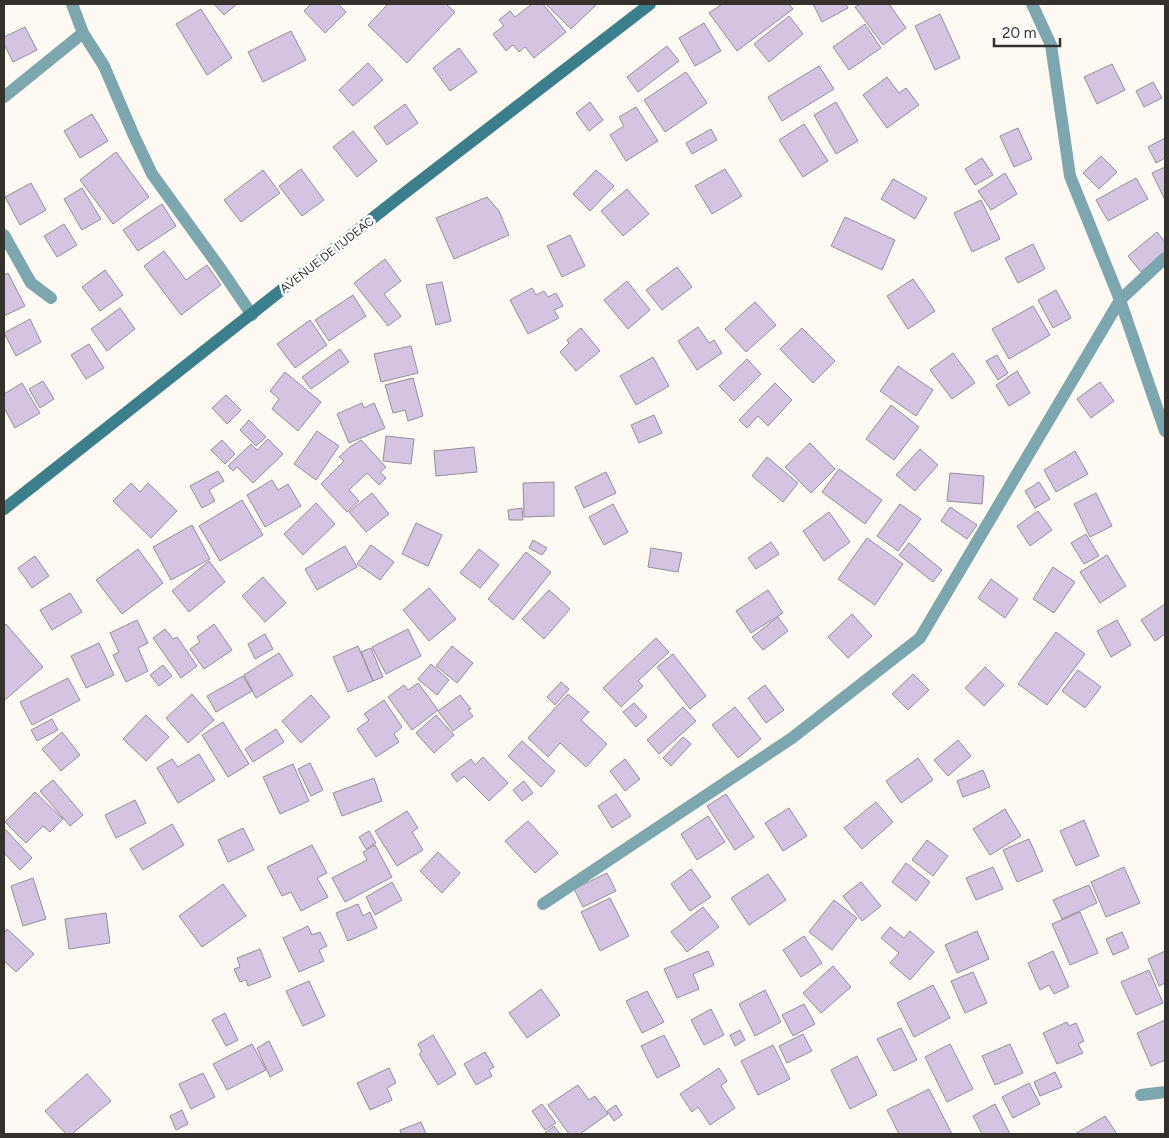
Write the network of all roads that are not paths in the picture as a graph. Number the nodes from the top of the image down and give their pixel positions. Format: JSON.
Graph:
{"nodes":[{"id":1,"x":72,"y":4,"type":"edge"},
{"id":2,"x":650,"y":4,"type":"edge"},
{"id":3,"x":1032,"y":4,"type":"edge"},
{"id":4,"x":83,"y":33,"type":"junction"},
{"id":5,"x":4,"y":97,"type":"edge"},
{"id":6,"x":4,"y":235,"type":"edge"},
{"id":7,"x":1165,"y":258,"type":"edge"},
{"id":8,"x":50,"y":298,"type":"dead end"},
{"id":9,"x":1120,"y":300,"type":"junction"},
{"id":10,"x":252,"y":315,"type":"junction"},
{"id":11,"x":1165,"y":432,"type":"edge"},
{"id":12,"x":4,"y":509,"type":"edge"},
{"id":13,"x":543,"y":904,"type":"dead end"},
{"id":14,"x":1165,"y":1092,"type":"edge"},
{"id":15,"x":1141,"y":1095,"type":"dead end"}],
"edges":[{"from":1,"to":4,"type":"street"},
{"from":2,"to":10,"type":"main road","name":"AVENUE DE I'UDEAC"},
{"from":3,"to":9,"type":"street"},
{"from":4,"to":5,"type":"street"},
{"from":4,"to":10,"type":"street"},
{"from":6,"to":8,"type":"street"},
{"from":7,"to":9,"type":"street"},
{"from":9,"to":11,"type":"street"},
{"from":9,"to":13,"type":"street"},
{"from":10,"to":12,"type":"main road","name":"AVENUE DE I'UDEAC"},
{"from":14,"to":15,"type":"street"}]}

☆ ☆ ☆ ☆ ☆ ☆ ☆

# [TASK PROMPT]
A single number is the whole answer: the count of lines above that hold "from".

# [ANSWER]
12